Pacifica’s ban violates state and federal law protecting people with disabilities. It is an unconstitutional, cruel, and backward attempt to shift Pacifica’s housing responsibilities onto other cities. Disability Rights Advocates, Legal Aid Society of San Mateo County, and the ACLU Foundation of Northern California are suing the city. To understand why the ban is so wrong, listen to those most affected. Below are the stories of Sean, Linda, and Jared, all of whom are working together to strike down the ban.
“I’ve been in Pacifica for 35 years, off and on. It’s my favorite place in the world. I’m bipolar, so finding stability has been challenging. I had two jobs but as a result of the pandemic, and insecurity about where I’m staying, I wasn’t able to focus on making money.
“The ban has been challenging. I have done what I can to abide by the law. Even in doing diligent research on where I can and can’t park, I’ve run into numerous problems just trying to find a place to sleep at night. I’ve gotten a lot of tickets that I just can’t afford to pay.
“If I get towed there is no recovery. There is no recovery from that. I cannot afford to get it [my RV] out. I will lose all of my possessions. There is a very strong likelihood that it would put me permanently on the streets.
“The RV ban has prevented me from moving forward in my life. I am afraid to leave my RV and my dog to take a bus to go to the doctor because I’m afraid of getting towed.
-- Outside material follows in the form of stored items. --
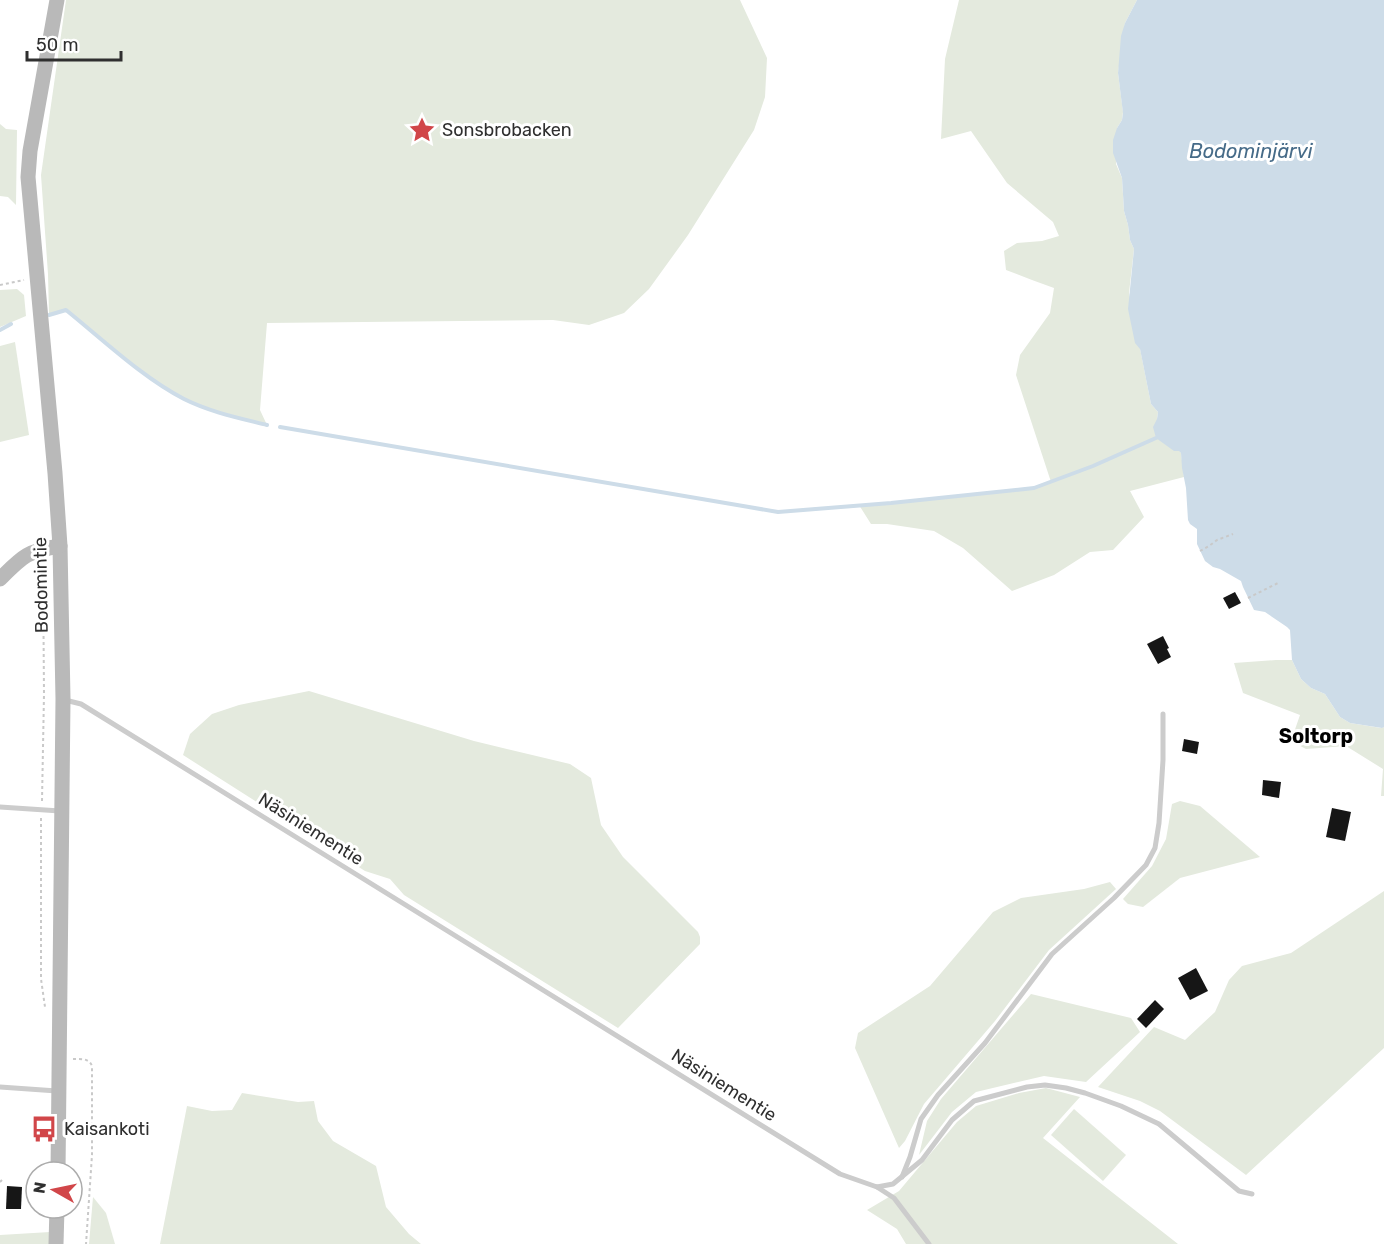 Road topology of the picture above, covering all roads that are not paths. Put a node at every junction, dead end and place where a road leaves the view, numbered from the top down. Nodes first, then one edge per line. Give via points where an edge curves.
1 (57, 0) edge
2 (60, 546) junction
3 (0, 579) edge
4 (63, 699) junction
5 (1163, 714) dead end
6 (0, 807) edge
7 (62, 812) junction
8 (0, 1087) edge
9 (59, 1091) junction
10 (58, 1160) edge
11 (901, 1178) junction
12 (877, 1187) junction
13 (1252, 1194) dead end
14 (57, 1220) edge
15 (56, 1244) edge
16 (929, 1244) edge

1 - 2 main road, Bodomintie via 28,177
2 - 3 main road via 37,549 21,558
2 - 4 main road, Bodomintie
4 - 7 main road, Bodomintie
4 - 12 lane, Näsiniementie via 81,704 840,1174
5 - 11 lane via 1159,823 1155,848 1146,865 1052,954 985,1043 938,1095 921,1119
6 - 7 lane
7 - 9 main road, Bodomintie
8 - 9 lane
9 - 10 main road, Bodomintie
11 - 12 lane
11 - 13 lane via 974,1101 1045,1085 1085,1093 1159,1124 1239,1191
12 - 16 lane, Näsiniementie via 894,1198
14 - 15 main road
I don’t feel like I can leave my RV for any length of time, and it’s preventing me from getting services I really need. It’s prevented me from moving forward, and it’s all I can do to keep my head above water.”
“It’s important for people to understand that this is temporary for me. I’m hopeful. I am trying to go back to work to save up enough money for a regular housing unit. That’s my goal. But that goal is hard to reach when the place I have lived all my life is banning RVs from parking anywhere.
“People and the city are so quick to ban RVs when I’ve worked here longer than some of these city employees! I know a lot of people here, I was raised here. I was here before that pier went in. I love walking along the beach. My mom and dad were here all their lives. My grandma was here. My mom used to be a cocktail waitress at the bowling alley down there.
“I have grandchildren in Pacifica. How am I supposed to visit them, where am I supposed to park if I’m going to be harassed? On the regular streets, there are no signs, but they still ticket you.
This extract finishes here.